Ayub Khan created the Convention Muslim League and joined it. Ziaul Haq remained in uniform throughout his eleven-year rule, but he created a Muslim League in a house that had been elected on a non-party basis.
Once Mr Junejo was sacked and Ziaul Haq was gone, the PML again broke up into several factions. President Pervez Musharraf still wears a uniform, but some observers see a link between a unified PML and the end of the year when the general is supposed to lay down his uniform.
The question whether or not he will join the PML belongs to the realm of speculation, but it is obvious that in either case, the PML will remain what it is - a conglomerate brought together by the expediencies of power politics.
As on previous occasions, so also now, one would be hard pressed to find a principle behind the merger. PML factions have invariably revolved round personalities, not principles.
As a consequence, when they unite they do so for reasons of expediency. For the people it matters little if some MNAs flock together to form a party or a grouping of parties or factions serve as a convenient platform for some power-seekers.
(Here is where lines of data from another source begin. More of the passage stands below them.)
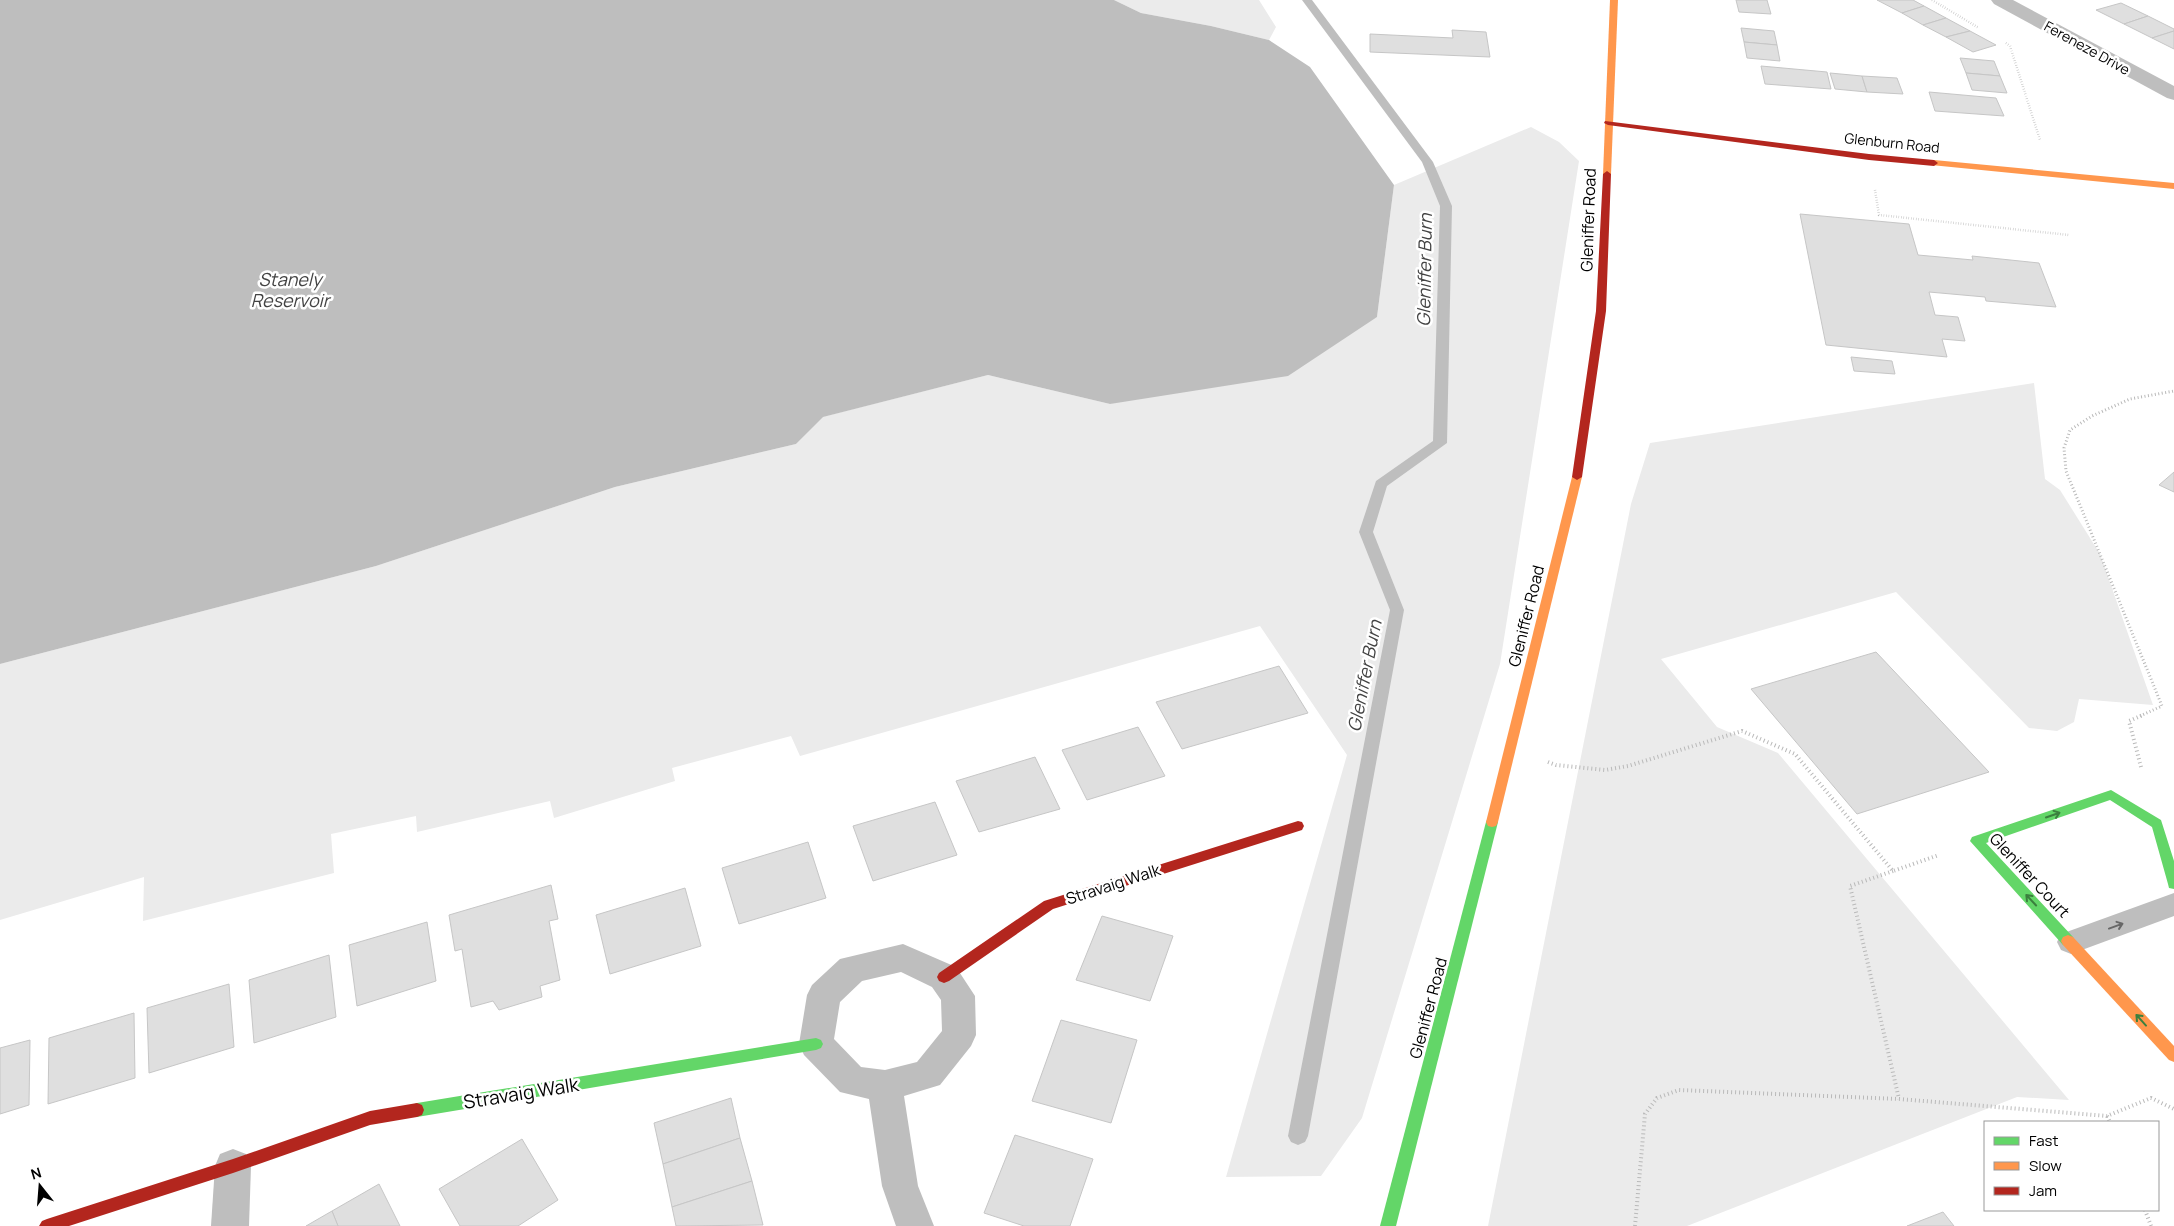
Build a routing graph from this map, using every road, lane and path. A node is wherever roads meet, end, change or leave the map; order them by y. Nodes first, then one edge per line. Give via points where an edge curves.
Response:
1 (1614, 0) edge
2 (1932, 0) edge
3 (2000, 0) edge
4 (1987, 32) dead end
5 (2002, 41) dead end
6 (2174, 94) edge
7 (1608, 123) junction
8 (1869, 157) junction
9 (2050, 174) junction
10 (2174, 186) edge
11 (2069, 235) dead end
12 (2174, 391) edge
13 (1511, 747) junction
14 (2157, 824) junction
15 (1298, 826) dead end
16 (1976, 841) junction
17 (1894, 871) junction
18 (2174, 884) edge
19 (2174, 904) edge
20 (2070, 942) junction
21 (944, 977) junction
22 (816, 1044) junction
23 (2174, 1056) edge
24 (885, 1086) junction
25 (1900, 1099) junction
26 (2174, 1109) edge
27 (2107, 1116) junction
28 (2110, 1121) edge
29 (233, 1166) junction
30 (2145, 1211) edge
31 (47, 1226) edge
32 (230, 1226) edge
33 (916, 1226) edge
34 (1388, 1226) edge
35 (1635, 1226) edge
36 (2151, 1226) edge

1 - 7 street, Gleniffer Road
2 - 4 path
3 - 6 street, Fereneze Drive
5 - 9 path via 2010,46
7 - 8 street, Glenburn Road
7 - 13 street, Gleniffer Road via 1601,312 1577,476
8 - 9 street, Glenburn Road
8 - 11 path via 1879,215
9 - 10 street, Glenburn Road
12 - 14 path via 2130,399 2092,416 2070,430 2064,448 2066,471 2162,706 2129,721
13 - 17 path via 1556,765 1605,770 1742,731 1795,754
13 - 34 street, Gleniffer Road
16 -> 14 street, Gleniffer Court via 2111,795
14 - 18 street
15 - 21 street, Stravaig Walk via 1049,904
16 - 17 path
20 -> 16 street, Gleniffer Court
17 - 25 path via 1850,886
20 -> 19 lane
23 -> 20 street, Gleniffer Court
21 - 22 street via 903,958 852,969 824,995
21 - 24 street via 958,996 959,1035 928,1074
22 - 24 street via 852,1081
22 - 29 street, Stravaig Walk via 370,1118
24 - 33 street via 900,1186
25 - 27 path
25 - 35 path via 1679,1090 1657,1098 1645,1114
26 - 27 path via 2151,1098
27 - 28 path
29 - 31 street, Stravaig Walk
29 - 32 street
30 - 36 path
Even though the party that led the movement for Pakistan, the PML lost the moral high ground once the Quaid-i-Azam passed away, and it never recovered from the shock of the assassination of Liaquat Ali Khan.
Since then it has been a party of political opportunists and carpetbaggers. Consequently, it has failed to develop roots among the masses. On the other hand, many other parties that played no role in the Pakistan Movement or which were formed in the post-independence period have done better in terms of a rapport with the masses.
Yet, while the larger unity of the PML factions must be welcomed for larger-term political and democratic reasons, those controlling the destiny of the new League should do some serious thinking.
An artificial union imposed from above or formed for reasons of expediency does not last long. What can ensure a better future for the PML is politics based on principles, dedication to democratic norms, and policies that would help improve the lot of the common citizen.